▸ BRIEF
Copy out the lines of the material that include the string "paths".

DATA Start Marker

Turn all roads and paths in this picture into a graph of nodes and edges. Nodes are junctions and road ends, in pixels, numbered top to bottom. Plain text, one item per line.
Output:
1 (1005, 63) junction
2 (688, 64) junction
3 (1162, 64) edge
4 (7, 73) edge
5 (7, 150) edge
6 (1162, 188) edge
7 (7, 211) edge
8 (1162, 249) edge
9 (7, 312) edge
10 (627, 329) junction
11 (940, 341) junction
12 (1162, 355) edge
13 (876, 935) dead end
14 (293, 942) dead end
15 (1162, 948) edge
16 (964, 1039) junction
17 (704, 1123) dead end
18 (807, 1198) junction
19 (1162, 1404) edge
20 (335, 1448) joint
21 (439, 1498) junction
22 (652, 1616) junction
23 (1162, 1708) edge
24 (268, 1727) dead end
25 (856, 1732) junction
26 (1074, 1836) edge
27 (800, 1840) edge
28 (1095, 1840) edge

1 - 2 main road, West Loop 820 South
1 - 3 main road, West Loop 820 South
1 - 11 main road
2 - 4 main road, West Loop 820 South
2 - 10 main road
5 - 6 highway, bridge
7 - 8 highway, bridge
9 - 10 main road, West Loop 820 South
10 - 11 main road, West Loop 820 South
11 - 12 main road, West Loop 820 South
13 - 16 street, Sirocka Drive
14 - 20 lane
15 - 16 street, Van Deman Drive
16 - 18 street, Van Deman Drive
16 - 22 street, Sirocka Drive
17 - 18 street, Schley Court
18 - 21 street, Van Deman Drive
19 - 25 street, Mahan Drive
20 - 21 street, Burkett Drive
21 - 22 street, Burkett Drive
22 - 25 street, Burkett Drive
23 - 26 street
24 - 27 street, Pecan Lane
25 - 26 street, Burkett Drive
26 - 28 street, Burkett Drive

DATA End Marker
DATA Start Marker

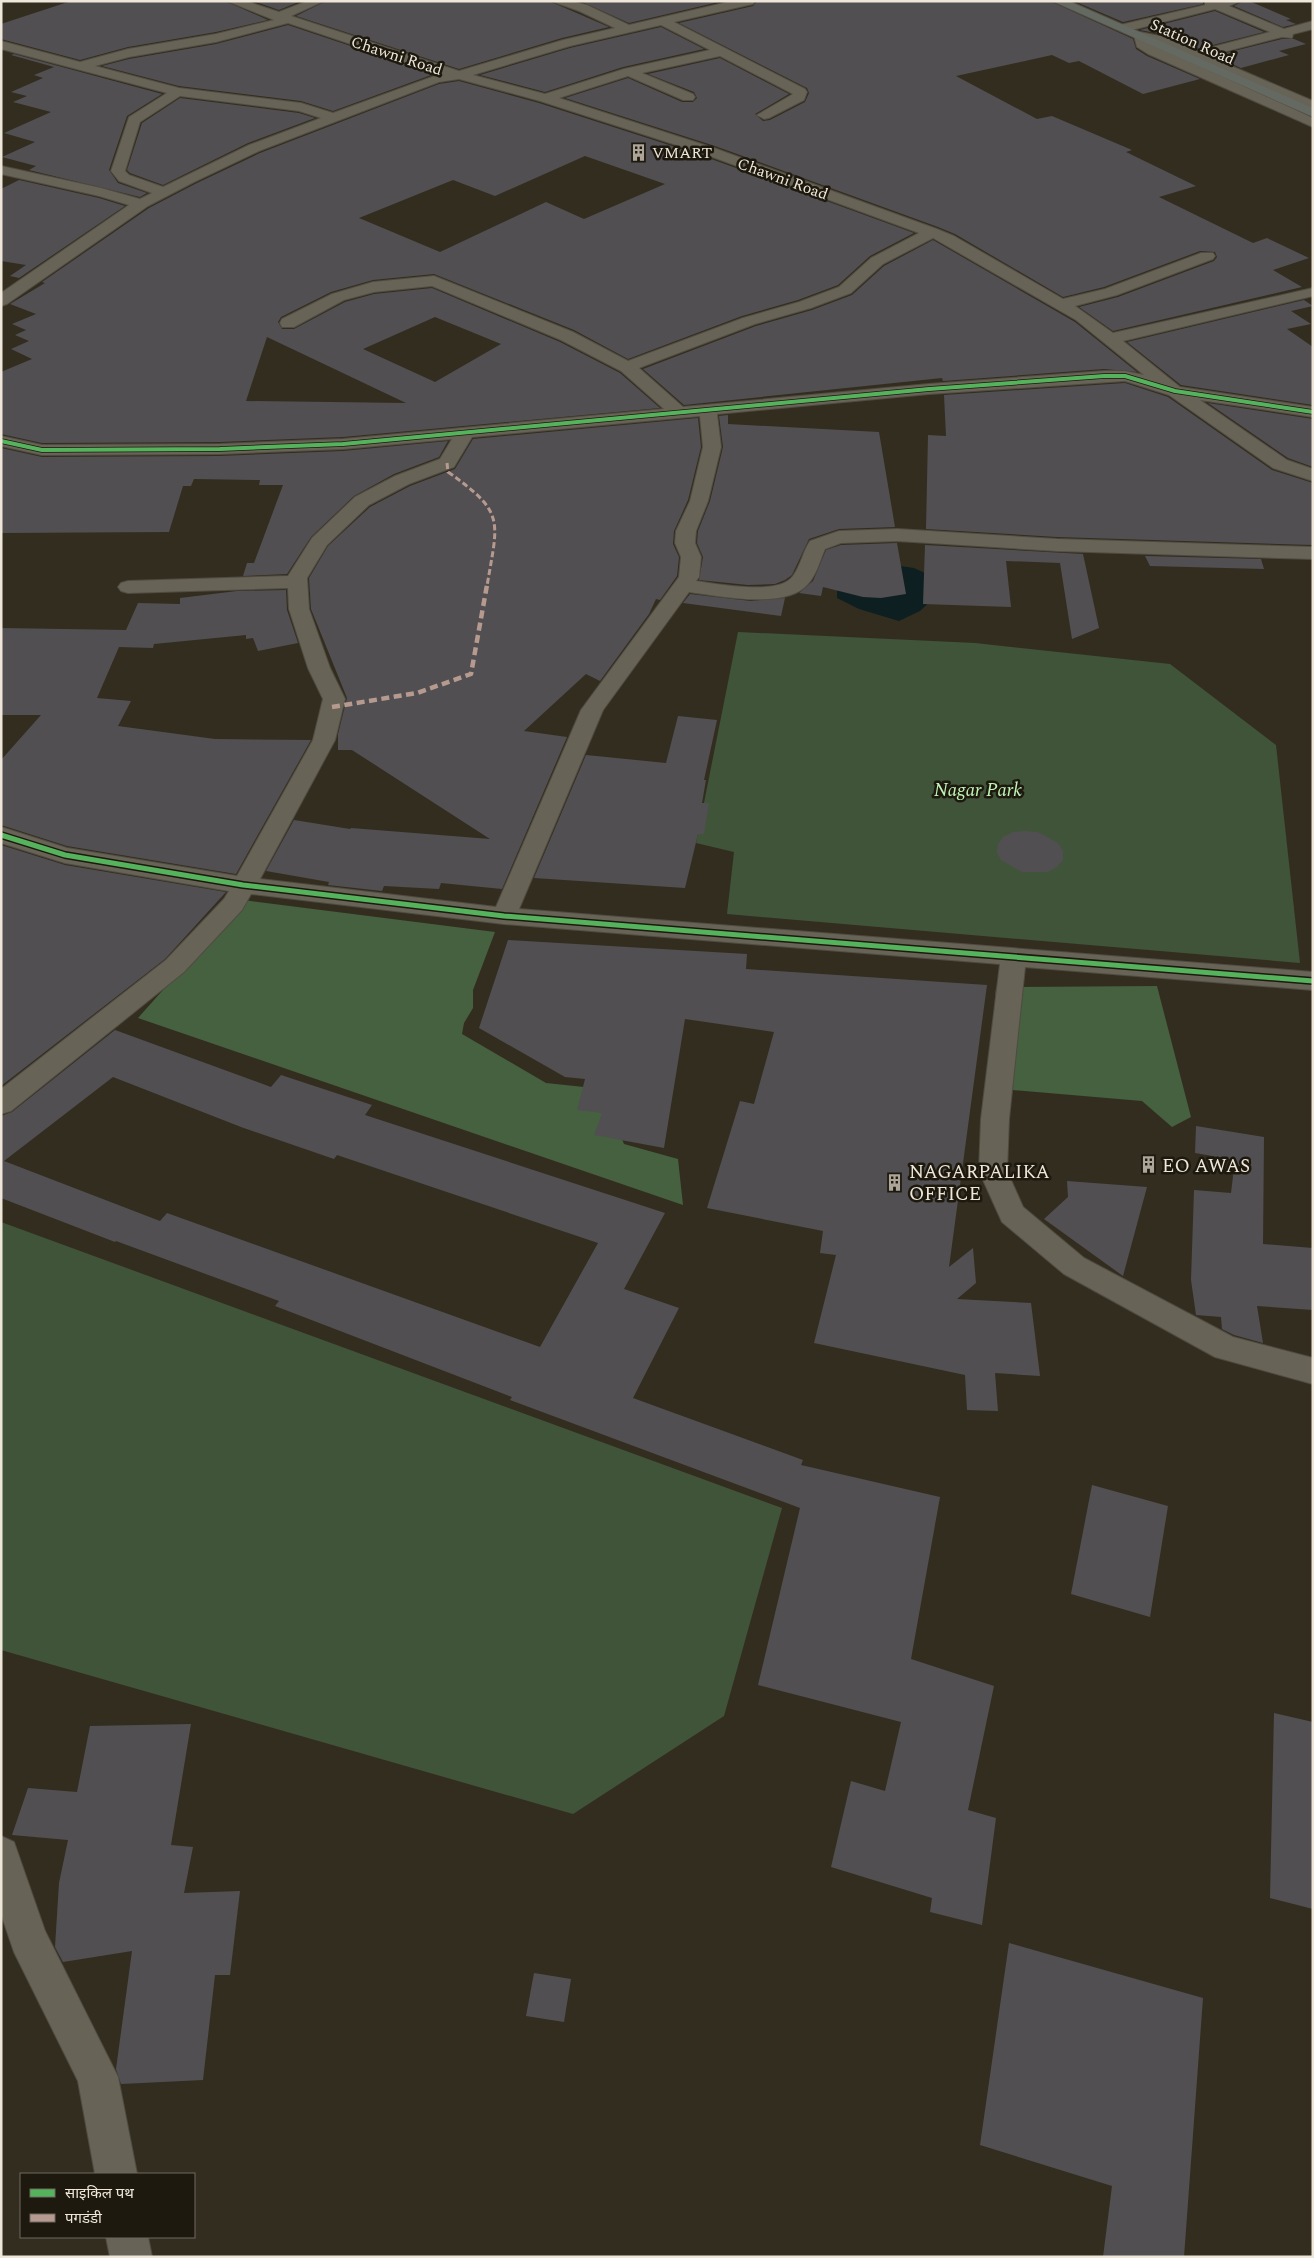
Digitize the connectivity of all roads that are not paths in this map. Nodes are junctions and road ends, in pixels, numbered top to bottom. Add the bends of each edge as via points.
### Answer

DATA End Marker

▸ WRITTEN SOLUTION
Turn all roads and paths in this picture into a graph of nodes and edges. Nodes are junctions and road ends, in pixels, numbered top to bottom. Plain text, one item per line.
Digitize the connectivity of all roads that are not paths in this map. Nodes are junctions and road ends, in pixels, numbered top to bottom. Add the bends of each edge as via points.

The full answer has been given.